On August 8, 2018, our Board of Directors approved a $6.0 million stock repurchase program authorizing us to repurchase common stock in the open market. The timing and amount of stock repurchases will depend on market conditions and corporate, regulatory and other relevant considerations. Repurchases may be commenced or suspended at any time without notice. The program does not obligate QES to purchase any particular number of shares of common stock during any period or at all, and the program may be modified or suspended at any time, subject to the Company's insider trading policy and at the Company’s discretion.  As of December 31, 2018, the Company repurchased 96,307 shares under this program.
Contractual Obligations
As a smaller reporting company, we are not required to provide the disclosure required by Item 303(a)(5)(i) of Regulation S-K.
Off-Balance Sheet Arrangements
We had no off-balance sheet arrangements, as defined in Item 303(a)(4)(ii) of Regulation S-K, as of December 31, 2018.
Critical Accounting Policies and Estimates
The preparation of financial statements requires the use of judgments and estimates. Our critical accounting policies are described below to provide a better understanding of how we develop our assumptions and judgments about future events and related estimations and how they can impact our financial statements. A critical accounting estimate is one that requires our most difficult, subjective or complex judgments and assessments and is fundamental to our results of operations.

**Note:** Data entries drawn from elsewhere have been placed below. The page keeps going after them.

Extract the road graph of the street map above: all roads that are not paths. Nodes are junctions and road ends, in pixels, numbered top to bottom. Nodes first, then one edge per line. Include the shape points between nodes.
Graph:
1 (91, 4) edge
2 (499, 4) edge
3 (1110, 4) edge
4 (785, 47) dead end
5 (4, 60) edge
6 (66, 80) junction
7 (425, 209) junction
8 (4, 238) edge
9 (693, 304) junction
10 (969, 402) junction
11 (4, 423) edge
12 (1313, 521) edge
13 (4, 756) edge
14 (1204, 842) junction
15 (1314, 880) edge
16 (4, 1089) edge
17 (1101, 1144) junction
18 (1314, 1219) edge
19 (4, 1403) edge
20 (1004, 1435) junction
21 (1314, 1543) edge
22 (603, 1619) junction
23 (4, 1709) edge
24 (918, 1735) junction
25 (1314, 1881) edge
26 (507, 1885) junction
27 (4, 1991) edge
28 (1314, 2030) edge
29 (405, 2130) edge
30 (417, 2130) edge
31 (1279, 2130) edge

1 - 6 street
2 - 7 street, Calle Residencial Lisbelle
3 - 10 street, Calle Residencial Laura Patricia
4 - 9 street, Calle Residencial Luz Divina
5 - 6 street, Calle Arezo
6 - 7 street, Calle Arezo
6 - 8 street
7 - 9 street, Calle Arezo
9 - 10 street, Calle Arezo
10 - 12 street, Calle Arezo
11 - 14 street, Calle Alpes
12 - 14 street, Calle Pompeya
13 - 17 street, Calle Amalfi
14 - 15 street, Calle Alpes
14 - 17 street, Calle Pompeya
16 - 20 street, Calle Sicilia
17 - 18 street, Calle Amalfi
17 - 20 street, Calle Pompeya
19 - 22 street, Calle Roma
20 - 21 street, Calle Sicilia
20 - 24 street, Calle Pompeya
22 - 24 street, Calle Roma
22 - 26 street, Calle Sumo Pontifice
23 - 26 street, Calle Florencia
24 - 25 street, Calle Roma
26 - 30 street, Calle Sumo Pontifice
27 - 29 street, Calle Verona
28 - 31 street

We base our estimates on historical experience and on various other assumptions we believe to be reasonable according to the current facts and circumstances, the results of which form the basis for making judgments about the carrying values of assets and liabilities that are not readily apparent from other sources. We believe the following are the critical accounting policies used in the preparation of our consolidated financial statements, as well as the significant estimates and judgments affecting the application of these policies. This discussion and analysis should be read in conjunction with QES's consolidated financial statements and related notes included therewith.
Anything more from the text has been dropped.